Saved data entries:
---+---

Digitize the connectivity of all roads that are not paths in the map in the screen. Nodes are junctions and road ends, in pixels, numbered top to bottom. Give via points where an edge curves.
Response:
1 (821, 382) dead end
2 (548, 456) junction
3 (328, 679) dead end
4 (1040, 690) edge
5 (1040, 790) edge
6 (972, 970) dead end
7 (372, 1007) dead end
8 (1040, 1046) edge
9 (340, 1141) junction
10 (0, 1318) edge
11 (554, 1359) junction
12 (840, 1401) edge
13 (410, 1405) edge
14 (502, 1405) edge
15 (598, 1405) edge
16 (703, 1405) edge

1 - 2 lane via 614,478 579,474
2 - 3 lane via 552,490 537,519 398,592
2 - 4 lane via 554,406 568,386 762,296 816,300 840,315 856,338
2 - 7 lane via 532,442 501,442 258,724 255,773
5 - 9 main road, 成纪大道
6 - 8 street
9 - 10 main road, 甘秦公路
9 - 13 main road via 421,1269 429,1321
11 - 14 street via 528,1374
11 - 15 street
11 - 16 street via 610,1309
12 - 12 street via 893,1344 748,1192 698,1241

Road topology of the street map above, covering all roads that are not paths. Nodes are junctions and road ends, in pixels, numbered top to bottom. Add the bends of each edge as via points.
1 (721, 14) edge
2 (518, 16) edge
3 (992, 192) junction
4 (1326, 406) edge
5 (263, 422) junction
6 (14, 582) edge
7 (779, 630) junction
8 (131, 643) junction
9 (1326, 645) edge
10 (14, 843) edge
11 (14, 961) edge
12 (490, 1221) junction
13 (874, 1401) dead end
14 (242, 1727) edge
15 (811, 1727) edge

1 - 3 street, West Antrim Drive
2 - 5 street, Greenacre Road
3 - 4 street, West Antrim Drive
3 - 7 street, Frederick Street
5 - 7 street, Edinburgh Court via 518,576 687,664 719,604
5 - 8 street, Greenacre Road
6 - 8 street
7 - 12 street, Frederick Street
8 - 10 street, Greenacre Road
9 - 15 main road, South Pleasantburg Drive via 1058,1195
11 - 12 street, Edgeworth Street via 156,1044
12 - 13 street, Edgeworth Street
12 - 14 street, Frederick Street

---+---

Instructions to follow
Faithfully copy every entry, leaving nothing out.

Response area
Digitize the connectivity of all roads that are not paths in the map in the screen. Nodes are junctions and road ends, in pixels, numbered top to bottom. Give via points where an edge curves.
Response:
1 (821, 382) dead end
2 (548, 456) junction
3 (328, 679) dead end
4 (1040, 690) edge
5 (1040, 790) edge
6 (972, 970) dead end
7 (372, 1007) dead end
8 (1040, 1046) edge
9 (340, 1141) junction
10 (0, 1318) edge
11 (554, 1359) junction
12 (840, 1401) edge
13 (410, 1405) edge
14 (502, 1405) edge
15 (598, 1405) edge
16 (703, 1405) edge

1 - 2 lane via 614,478 579,474
2 - 3 lane via 552,490 537,519 398,592
2 - 4 lane via 554,406 568,386 762,296 816,300 840,315 856,338
2 - 7 lane via 532,442 501,442 258,724 255,773
5 - 9 main road, 成纪大道
6 - 8 street
9 - 10 main road, 甘秦公路
9 - 13 main road via 421,1269 429,1321
11 - 14 street via 528,1374
11 - 15 street
11 - 16 street via 610,1309
12 - 12 street via 893,1344 748,1192 698,1241

Road topology of the street map above, covering all roads that are not paths. Nodes are junctions and road ends, in pixels, numbered top to bottom. Add the bends of each edge as via points.
1 (721, 14) edge
2 (518, 16) edge
3 (992, 192) junction
4 (1326, 406) edge
5 (263, 422) junction
6 (14, 582) edge
7 (779, 630) junction
8 (131, 643) junction
9 (1326, 645) edge
10 (14, 843) edge
11 (14, 961) edge
12 (490, 1221) junction
13 (874, 1401) dead end
14 (242, 1727) edge
15 (811, 1727) edge

1 - 3 street, West Antrim Drive
2 - 5 street, Greenacre Road
3 - 4 street, West Antrim Drive
3 - 7 street, Frederick Street
5 - 7 street, Edinburgh Court via 518,576 687,664 719,604
5 - 8 street, Greenacre Road
6 - 8 street
7 - 12 street, Frederick Street
8 - 10 street, Greenacre Road
9 - 15 main road, South Pleasantburg Drive via 1058,1195
11 - 12 street, Edgeworth Street via 156,1044
12 - 13 street, Edgeworth Street
12 - 14 street, Frederick Street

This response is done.